Suite aux crises successives qui ont secoué le Liban, Daïbes n’avait pas de mots assez durs pour la classe politique, affirmant qu’elle a « capitulé devant le Hezbollah, et le pays fait maintenant marche arrière, tout comme l’Iran aujourd’hui ».

De nombreux Libanais tiennent le Hezbollah pour responsable de l’échec du système politique, accusant les politiciens du pays d’obéir au parti soutenu par l’Iran.

Un secteur en difficulté

L’explosion dans le port de Beyrouth « a causé des dégâts directs aux hôpitaux de Beyrouth et de sa banlieue, mettant trois hôpitaux hors service », a indiqué à Al-Mashareq le président du Syndicat des propriétaires d’hôpitaux privés, Souleiman Haroun.

Le coût des dégâts subis par ces hôpitaux « est estimé à 80 millions de dollars », a-t-il déclaré, un chiffre aggravé par les sommes que l’État n’a pas versées depuis septembre 2019, pour un total de 1,35 milliard de dollars.

Dans un rapport publié en novembre, Human Rights Watch a noté que le gouvernement ne remboursait pas les hôpitaux privés et publics, y compris les fonds dus par la Caisse nationale de sécurité sociale et les fonds de santé militaires.

Cela a rendu difficile pour les hôpitaux de payer le personnel et d’acheter du matériel médical, a-t-il expliqué, soulignant qu’une pénurie de dollars a également limité l’importation de produits essentiels et a conduit les banques à réduire les lignes de crédit.

Avant cette explosion, le secteur hospitalier privé était « déjà au bord de l’effondrement, et aujourd’hui il est menacé d’un effondrement total », a déclaré Haroun, de nombreux hôpitaux étant incapables d’admettre des patients, malgré les besoins importants.

Au moins une partie de la responsabilité incombe à l’État en faillite, à sa mauvaise gestion et à son incapacité à mettre en place une administration efficace du secteur de la santé, a-t-il déclaré, accusant le Hezbollah et d’autres partis politiques de dissimuler la corruption.

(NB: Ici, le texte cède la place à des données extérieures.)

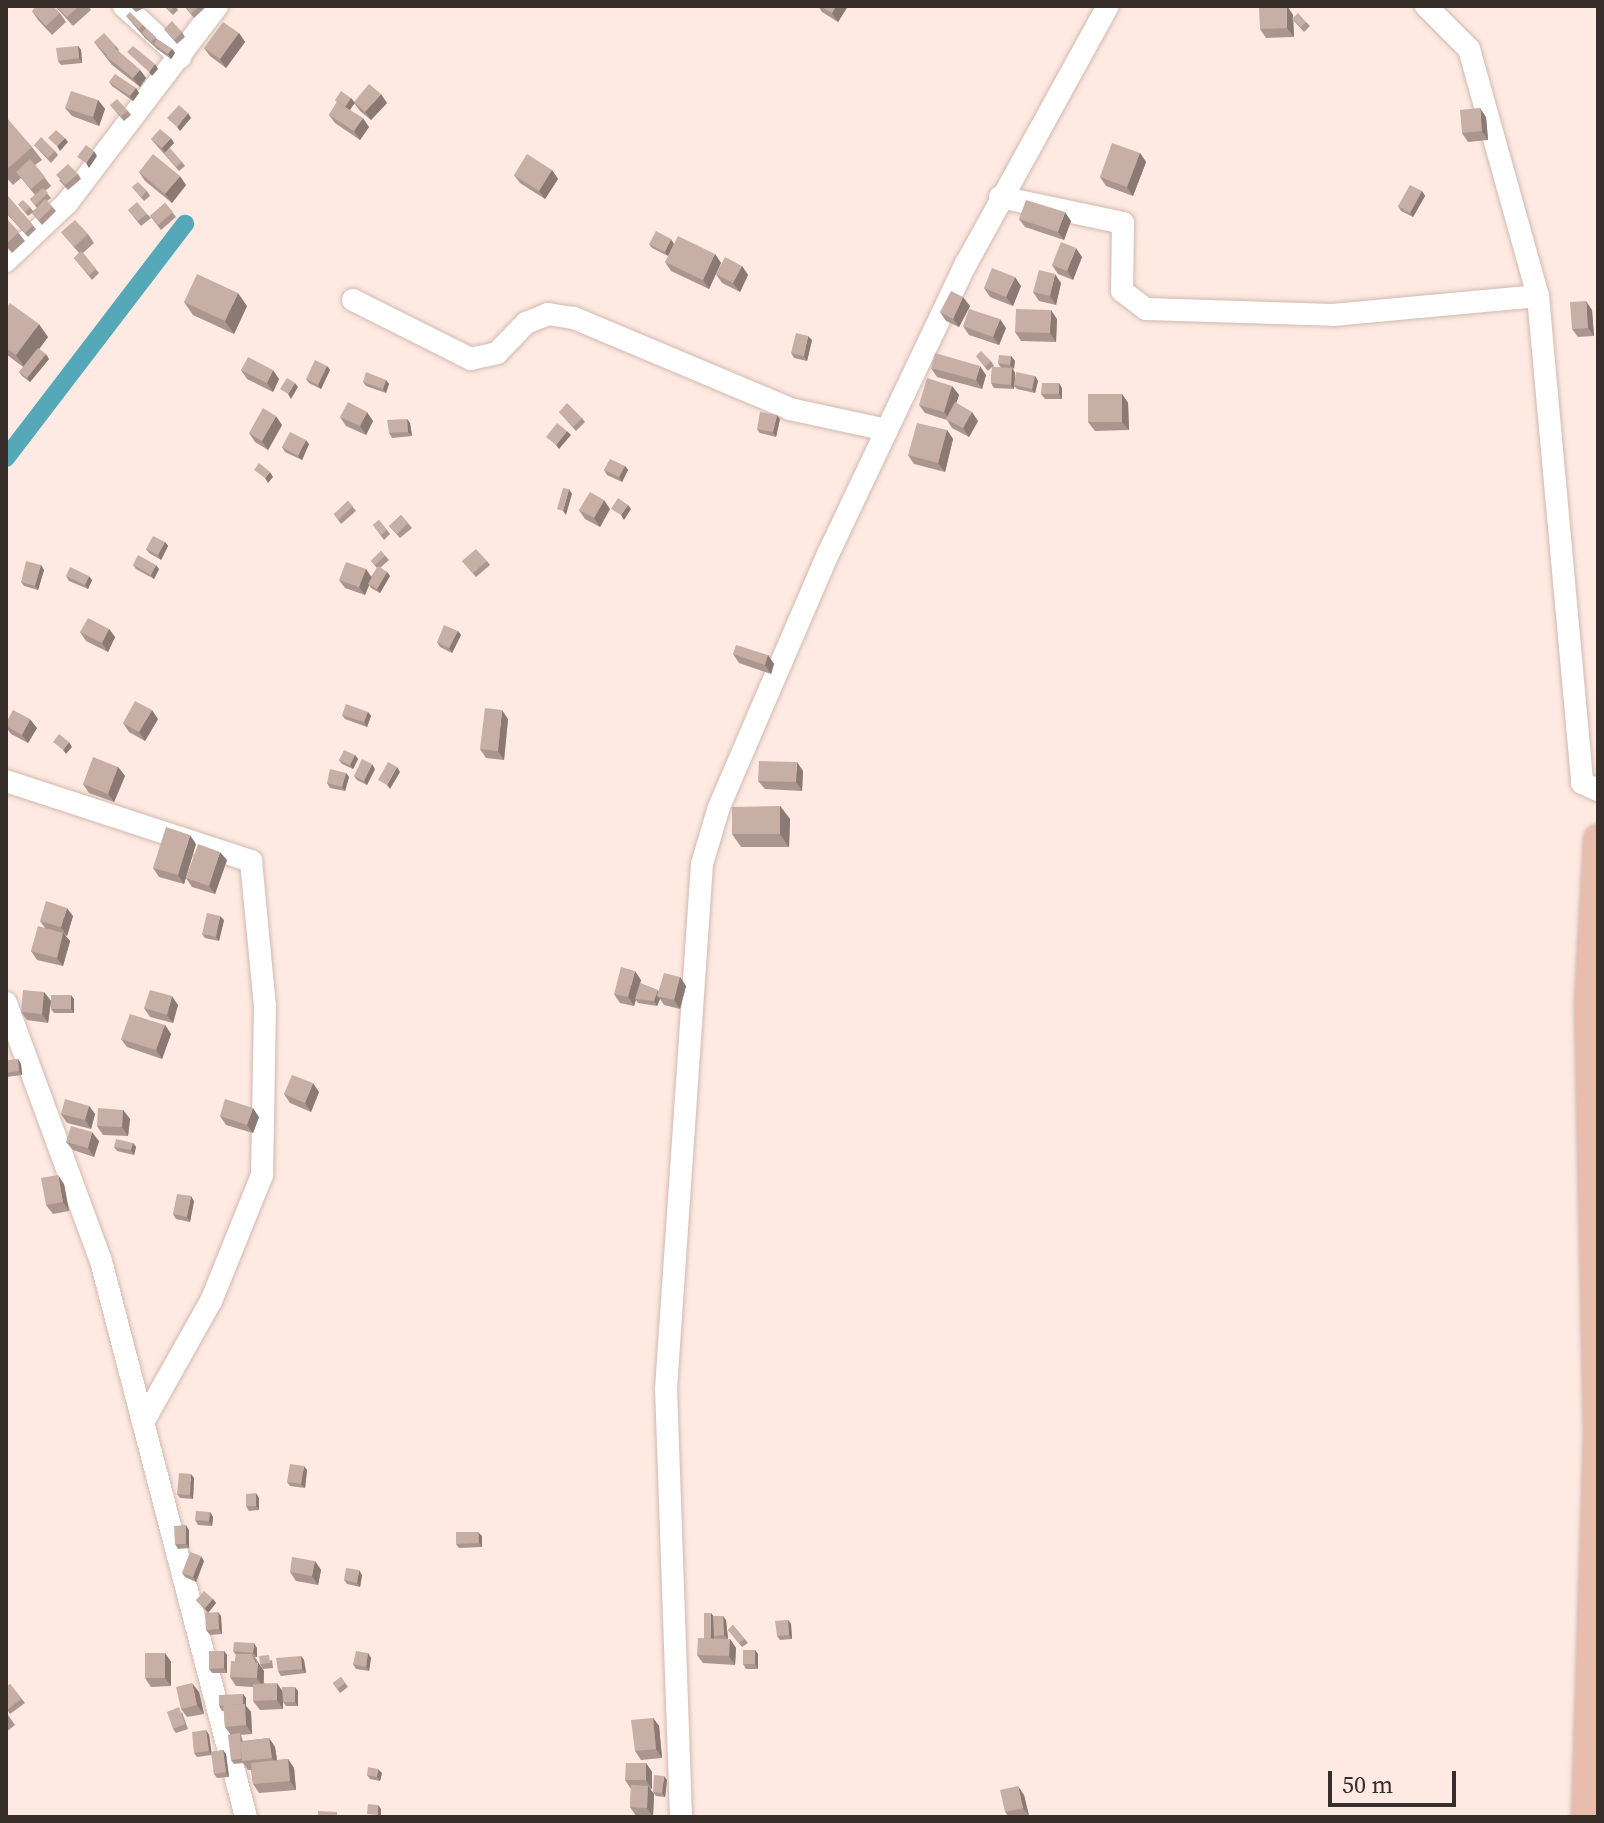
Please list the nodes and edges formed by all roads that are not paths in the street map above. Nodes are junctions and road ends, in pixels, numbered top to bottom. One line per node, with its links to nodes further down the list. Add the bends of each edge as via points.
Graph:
1 (124, 6): 5 (street)
2 (217, 6): 5 (street)
3 (1108, 6): 6 (street)
4 (1426, 6): 8 (street, via 1469,49)
5 (180, 57): 7 (street, via 67,203)
6 (1000, 197): 8 (street, via 1123,223 1122,291 1146,309 1333,315); 10 (street)
7 (6, 261)
8 (1538, 296): 12 (street, via 1582,783)
9 (353, 300): 10 (street, via 471,359 497,353 526,323 548,314 574,318 790,409)
10 (887, 430): 18 (street, via 719,807 702,864 666,1389)
11 (6, 781): 15 (street, via 251,861 265,1006 262,1175 211,1301)
12 (1598, 790)
13 (1598, 839): 16 (main road, via 1589,1004)
14 (6, 1003): 15 (street, via 101,1261)
15 (143, 1422): 17 (street)
16 (1598, 1425): 19 (main road)
17 (246, 1817)
18 (681, 1817)
19 (1586, 1817)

Échec du système politique

Selon le député libanais Fadi Saad, chirurgien orthopédiste, le Hezbollah « porte la responsabilité de l’échec du système politique à faire face aux crises successives qui frappent le Liban ».

Le Hezbollah est la seule faction à avoir gardé ses armes après la fin de la guerre civile du pays, ce que beaucoup considèrent comme un obstacle aux réformes démocratiques. Son implication dans des conflits étrangers, y compris en Syrie, a également été un point de friction.

Les armes du parti et son incapacité à adhérer à la politique de dissociation du Liban « sont le plus grand problème auquel nous sommes confrontés, car ils ont conduit à nuire aux relations du Liban avec ses amis arabes et internationaux », a affirmé Saad.

« Le Hezbollah est à l’origine des problèmes du Liban et la cause de son effondrement économique, et c’est maintenant lui qui conduit à l’effondrement de son secteur de la santé », a-t-il ajouté.

Il a souligné que la détérioration du secteur de la santé « n’a pas été causée uniquement par l’explosion dans le port, car elle a commencé avec la prise de contrôle du ministère de la Santé par le Hezbollah et l’achat de médicaments à l’Iran ».

« Aucun État ne peut exister dans l’ombre du [Hezbollah], un parti qui le domine par le pouvoir et les armes, et par le biais de politiciens qui tirent leur influence de leur association avec celui-ci », a déclaré à Al-Mashareq Ghada Eid, activiste dans les médias.

Le Hezbollah représente un défi énorme pour le Liban, a-t-elle ajouté, car il « empêche la mise en place d’un État institutionnel ».